The Apigee API Gateway is a highly scalable and secure solution by Google. With this platform, developers can design, secure, publish, analyze, monitor, and monetize APIs. Apigee is particularly ideal for modernizing legacy SAP systems because it provides an “API wrapper” — or abstraction layer — between developers and SAP legacy systems. That means that developers get to work with feature-rich and responsive APIs and have a consistent and reliable experience while the Apigee platform handles translating API calls and passing the requests to the underlying SAP environment. The platform also takes on other functions, including authentication, threat assessment, and throttling.
You can try the Apigee API Gateway for free, but you’ll have to pay to get your API program up and running. There are three tiers: standard, enterprise, and enterprise plus. You have to contact Google to get the pricing for any of these tiers.
The Azure API Gateway is ideal for hybrid and multi-cloud environments with APIs hosted on-premises as well as across clouds. With this gateway, organizations can efficiently and securely manage all their APIs from a single API Management service.
The gateway is responsible for proxying API requests, applying security and compliance policies, and collecting telemetry — and it’s only one part of Microsoft’s API management solution. In addition to the gateway, there’s the management plane and developer portal. The management plane is exposed as an API and used to configure the API Management service via the Azure portal and other supported mechanisms. The developer portal is used by developers to learn how to use the APIs and collaborate.
The Kong API Gateway is an open source API gateway that’s optimized for microservices architecture (although it can work with any type of architecture). The Kong API Gateway is built on top of a lightweight proxy so it’s able to minimize latency and scale for multiple microservice applications, no matter where they run. In addition to managing and throttling API requests, it also provides an authentication layer to protect your services and analytics for visualizing and monitoring traffic to your APIs and microservices.
The Kong Gateway is free to download, but you can upgrade to the enterprise subscription for advanced traffic control, customer support, and more.

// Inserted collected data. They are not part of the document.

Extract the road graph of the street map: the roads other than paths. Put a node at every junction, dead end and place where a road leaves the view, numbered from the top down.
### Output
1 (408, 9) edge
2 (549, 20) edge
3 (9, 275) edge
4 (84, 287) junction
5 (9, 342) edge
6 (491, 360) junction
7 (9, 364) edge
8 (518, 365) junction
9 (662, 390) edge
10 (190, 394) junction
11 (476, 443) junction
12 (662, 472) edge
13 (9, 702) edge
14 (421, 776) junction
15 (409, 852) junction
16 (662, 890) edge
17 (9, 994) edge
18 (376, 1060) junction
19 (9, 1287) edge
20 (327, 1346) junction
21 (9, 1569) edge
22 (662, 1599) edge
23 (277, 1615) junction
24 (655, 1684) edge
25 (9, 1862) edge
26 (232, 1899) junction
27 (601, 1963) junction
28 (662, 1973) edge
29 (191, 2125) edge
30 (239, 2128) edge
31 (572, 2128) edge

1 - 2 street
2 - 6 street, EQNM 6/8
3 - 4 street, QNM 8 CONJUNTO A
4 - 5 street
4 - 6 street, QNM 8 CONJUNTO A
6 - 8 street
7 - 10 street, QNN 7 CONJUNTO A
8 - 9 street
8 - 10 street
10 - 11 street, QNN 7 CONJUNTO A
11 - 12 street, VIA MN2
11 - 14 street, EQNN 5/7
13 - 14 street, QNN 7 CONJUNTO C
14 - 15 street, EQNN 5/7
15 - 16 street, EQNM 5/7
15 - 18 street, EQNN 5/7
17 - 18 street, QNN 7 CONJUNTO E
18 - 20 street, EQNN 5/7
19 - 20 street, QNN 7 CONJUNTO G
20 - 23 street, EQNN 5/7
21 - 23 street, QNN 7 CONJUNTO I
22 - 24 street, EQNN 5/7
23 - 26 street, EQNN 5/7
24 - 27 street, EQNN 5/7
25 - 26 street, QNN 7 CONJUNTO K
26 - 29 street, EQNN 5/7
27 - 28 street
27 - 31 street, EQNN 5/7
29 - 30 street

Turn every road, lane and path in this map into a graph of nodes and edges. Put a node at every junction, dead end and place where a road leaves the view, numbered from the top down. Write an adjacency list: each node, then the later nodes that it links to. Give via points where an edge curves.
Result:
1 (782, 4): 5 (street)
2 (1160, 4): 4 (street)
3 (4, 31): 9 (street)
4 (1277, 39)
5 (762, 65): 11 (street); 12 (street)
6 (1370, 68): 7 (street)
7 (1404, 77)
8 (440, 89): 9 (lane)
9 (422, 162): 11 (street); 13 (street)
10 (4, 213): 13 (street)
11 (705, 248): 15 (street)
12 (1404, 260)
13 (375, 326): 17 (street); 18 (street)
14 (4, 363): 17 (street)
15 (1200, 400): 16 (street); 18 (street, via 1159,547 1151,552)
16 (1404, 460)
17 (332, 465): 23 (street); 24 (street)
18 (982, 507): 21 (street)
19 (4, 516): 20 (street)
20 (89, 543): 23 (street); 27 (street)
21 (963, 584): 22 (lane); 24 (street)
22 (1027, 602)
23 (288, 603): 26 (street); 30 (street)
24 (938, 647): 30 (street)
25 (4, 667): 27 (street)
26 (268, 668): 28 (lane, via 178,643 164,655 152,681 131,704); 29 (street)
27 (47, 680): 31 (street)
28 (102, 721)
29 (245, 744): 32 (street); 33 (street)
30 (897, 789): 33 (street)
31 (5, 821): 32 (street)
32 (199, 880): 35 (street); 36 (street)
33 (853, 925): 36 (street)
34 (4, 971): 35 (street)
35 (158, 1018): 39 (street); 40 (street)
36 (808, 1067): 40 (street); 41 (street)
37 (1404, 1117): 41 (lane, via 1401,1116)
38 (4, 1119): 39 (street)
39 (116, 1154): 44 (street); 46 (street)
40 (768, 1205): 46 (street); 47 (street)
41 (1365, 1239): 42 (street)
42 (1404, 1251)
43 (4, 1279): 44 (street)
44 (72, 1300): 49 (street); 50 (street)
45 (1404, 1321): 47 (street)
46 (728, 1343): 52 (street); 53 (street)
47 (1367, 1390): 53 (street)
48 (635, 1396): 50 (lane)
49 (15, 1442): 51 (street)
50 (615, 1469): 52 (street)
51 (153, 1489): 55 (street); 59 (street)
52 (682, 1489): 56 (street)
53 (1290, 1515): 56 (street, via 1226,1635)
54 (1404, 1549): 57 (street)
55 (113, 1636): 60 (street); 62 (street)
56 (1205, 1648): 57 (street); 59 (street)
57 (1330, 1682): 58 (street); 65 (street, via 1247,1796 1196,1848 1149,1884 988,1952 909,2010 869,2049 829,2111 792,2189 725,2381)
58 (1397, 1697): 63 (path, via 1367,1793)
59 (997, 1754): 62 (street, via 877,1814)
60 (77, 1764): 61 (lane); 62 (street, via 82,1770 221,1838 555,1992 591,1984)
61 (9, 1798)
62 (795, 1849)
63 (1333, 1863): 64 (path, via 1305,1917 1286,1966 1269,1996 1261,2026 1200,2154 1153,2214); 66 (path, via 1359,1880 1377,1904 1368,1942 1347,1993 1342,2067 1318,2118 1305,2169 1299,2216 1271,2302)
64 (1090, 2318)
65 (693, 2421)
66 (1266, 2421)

The Tyk API Gateway is open source, like Kong’s. While it doesn’t have as large of a community or as many plugins available as Kong, Tyk is easy to use and extend. The Tyk dashboard makes it easy to design, maintain, manage, and protect your APIs and complete any administrative tasks, whether it’s API key management, rate limiting, quotas, API versioning, pr access control. Tyk does not offer any integrated billing features, however, which can make it difficult to monetize your APIs.
Choosing the Right API Gateway
API gateways can make it easier, faster, and safer to create and manage APIs for your business. Choosing the right one will depend on how much you want to spend, what role you want to play in the day-to-day management of your gateway, and whether you want to be able to extend its functionality, among other factors.